Dellard dudó un segundo, y luego la sonrisa de suficiencia volvió a dibujarse en sus labios.
– Se lo ruego, sir Walter. Sé que es usted un hombre que se gana la vida escribiendo historias, y siento el mayor respeto por su arte. Pero le pediría que comprenda también que en mis indagaciones solo puedo atenerme a los hechos.
– Lo comprendo perfectamente. Pero ¿no debería seguir primero las pistas que tiene, inspector, antes de buscar otras?
– Desde luego, sir. Pero este asunto no guarda relación con un libro desaparecido, puede creerme.
– ¿Ah no? -Los ojos de sir Walter se habían reducido a dos finas rendijas-. ¿Con qué está relacionado, pues, inspector? ¿Nos está ocultando algo con respecto a este caso?
– ¿Cómo puede pensar algo así, sir? -replicó Dellard con un gesto de rechazo-. No olvide, por favor, que fui enviado aquí a instancia suya. Naturalmente, en todo momento le mantendré al corriente del estado de las investigaciones; pero mi experiencia en el campo de la criminalística me dice que no tenemos que enfrentarnos a libros desaparecidos ni enredos de este estilo, sino que el criminal o criminales persiguen otros objetivos.
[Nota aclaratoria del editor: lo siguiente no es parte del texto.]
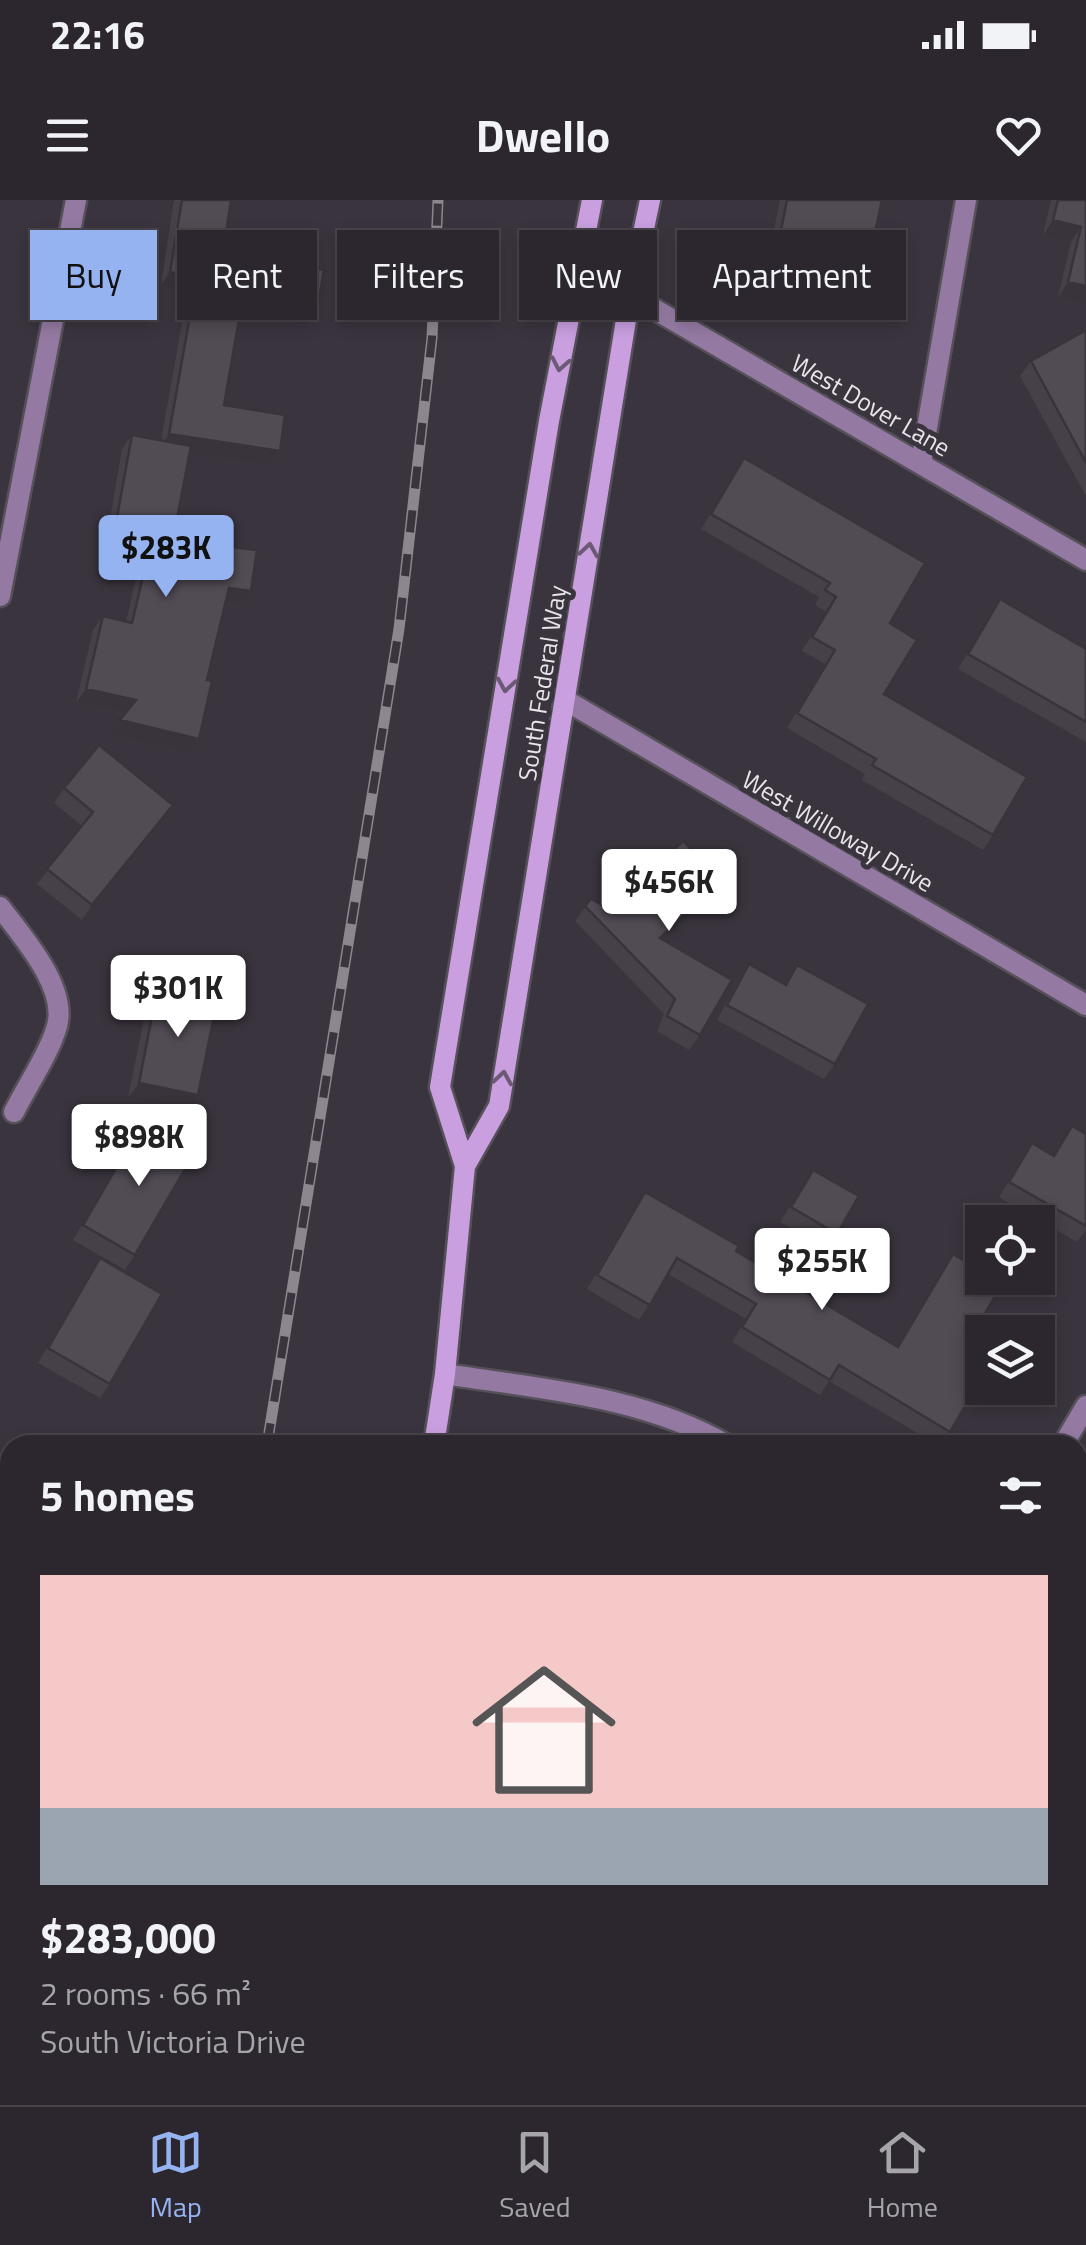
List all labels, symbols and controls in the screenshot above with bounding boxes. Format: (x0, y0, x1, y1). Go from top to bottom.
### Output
text: 22:16 (50, 6, 145, 64)
text: Dwello (476, 101, 610, 169)
icon: menu (40, 108, 95, 163)
icon: heart (991, 108, 1046, 163)
chip: Buy (30, 230, 157, 320)
chip: Rent (177, 230, 317, 320)
chip: Filters (337, 230, 499, 320)
chip: New (519, 230, 657, 320)
chip: Apartment (677, 230, 906, 320)
street label: West Dover Lane (784, 344, 958, 466)
one-way arrow (551, 356, 572, 373)
pin: $283K (96, 515, 236, 600)
text: $283K (121, 523, 211, 571)
one-way arrow (578, 542, 599, 558)
street label: South Federal Way (508, 582, 576, 784)
one-way arrow (496, 677, 517, 693)
street label: West Willoway Drive (735, 761, 941, 901)
pin: $456K (599, 849, 739, 934)
text: $456K (624, 857, 714, 905)
pin: $301K (108, 955, 248, 1040)
text: $301K (133, 963, 223, 1011)
one-way arrow (492, 1070, 513, 1086)
pin: $898K (69, 1104, 209, 1189)
text: $898K (94, 1112, 184, 1160)
map controls (965, 1205, 1055, 1405)
button: locate (965, 1205, 1055, 1295)
pin: $255K (752, 1228, 892, 1313)
text: $255K (777, 1236, 867, 1284)
button: layers (965, 1315, 1055, 1405)
text: 5 homes (40, 1463, 195, 1527)
icon: filters (993, 1468, 1048, 1523)
icon: home (454, 1640, 634, 1820)
text: $283,000 (40, 1905, 216, 1969)
text: 2 rooms · 66 m² (40, 1969, 251, 2017)
text: South Victoria Drive (40, 2017, 306, 2065)
tab: Map (148, 2125, 203, 2228)
tab: Saved (499, 2125, 571, 2228)
tab: Home (867, 2125, 938, 2228)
– Comprendo -se limitó a decir sir Walter. La rigidez de sus rasgos no dejaba ver si prestaba crédito o no a las palabras de Dellard; aunque el inspector creyó adivinar un rastro de duda en el rostro del escritor.
– En cualquier caso -dijo-, haré todo lo que esté en mi mano para esclarecer el asunto y me ocuparé de que en este territorio vuelvan a reinar la paz y el orden. La muerte de su estudiante no quedará impune, sir Walter, se lo prometo.
– Gracias, inspector. Mi sobrino y yo valoramos mucho sus esfuerzos.
– A su disposición. -Dellard se inclinó-. Volveré a pasar en los próximos días para ponerle al corriente del desarrollo de las investigaciones. Posiblemente -añadió en tono prometedor- podamos esclarecer el caso en el plazo de unos días.
– Eso sería muy tranquilizador -aseguró sir Walter, y Dellard y Slocombe se volvieron para salir.
Mortimer, el mayordomo, condujo a los dos hombres hasta el portal, donde esperaban el carruaje y la escolta armada. Con un movimiento de la mano, Dellard ordenó a sus hombres que montaran y luego subió al coche.
Durante el viaje, que les llevaba de vuelta a Kelso siguiendo la orilla del Tweed, el inspector no dijo una palabra. A Slocombe, sentado frente a él en el carruaje, el silencio se le hacía insoportable; finalmente no pudo contenerse y preguntó en voz baja.
– ¿Sir?
– ¿Qué ocurre?
– Cuando Scott le preguntó si se callaba algo, dudó usted un instante…
Dellard dirigió al sheriff una mirada asesina.
– ¿Qué quiere decir con eso, sheriff? ¿Me acusa de mentir? ¿Cree que he ocultado algo a sir Walter?
– Claro que no, sir. Solo pensaba que…
– Tiene razón en sus suposiciones -reconoció Dellard de pronto-. De todos modos me intranquiliza que incluso un inocentón como usted pueda descubrir mi juego con tanta facilidad.
– ¿Cómo dice, sir?
Los rasgos de Slocombe reflejaban un total desconcierto. La insolencia de Dellard desbordaba por completo su capacidad de comprensión.
– Efectivamente he ocultado algo a Scott -explicó Dellard en tono desabrido-; pero no con malas intenciones, sino para protegerles a él y a su sobrino.
– ¿Protegerles? ¿De qué, sir?
El inspector le dirigió una mirada larga y escrutadora.
– Si se lo digo, sheriff, no deberá comentárselo a nadie. Este asunto es extremadamente delicado. Incluso en Londres se habla de ello a hurtadillas.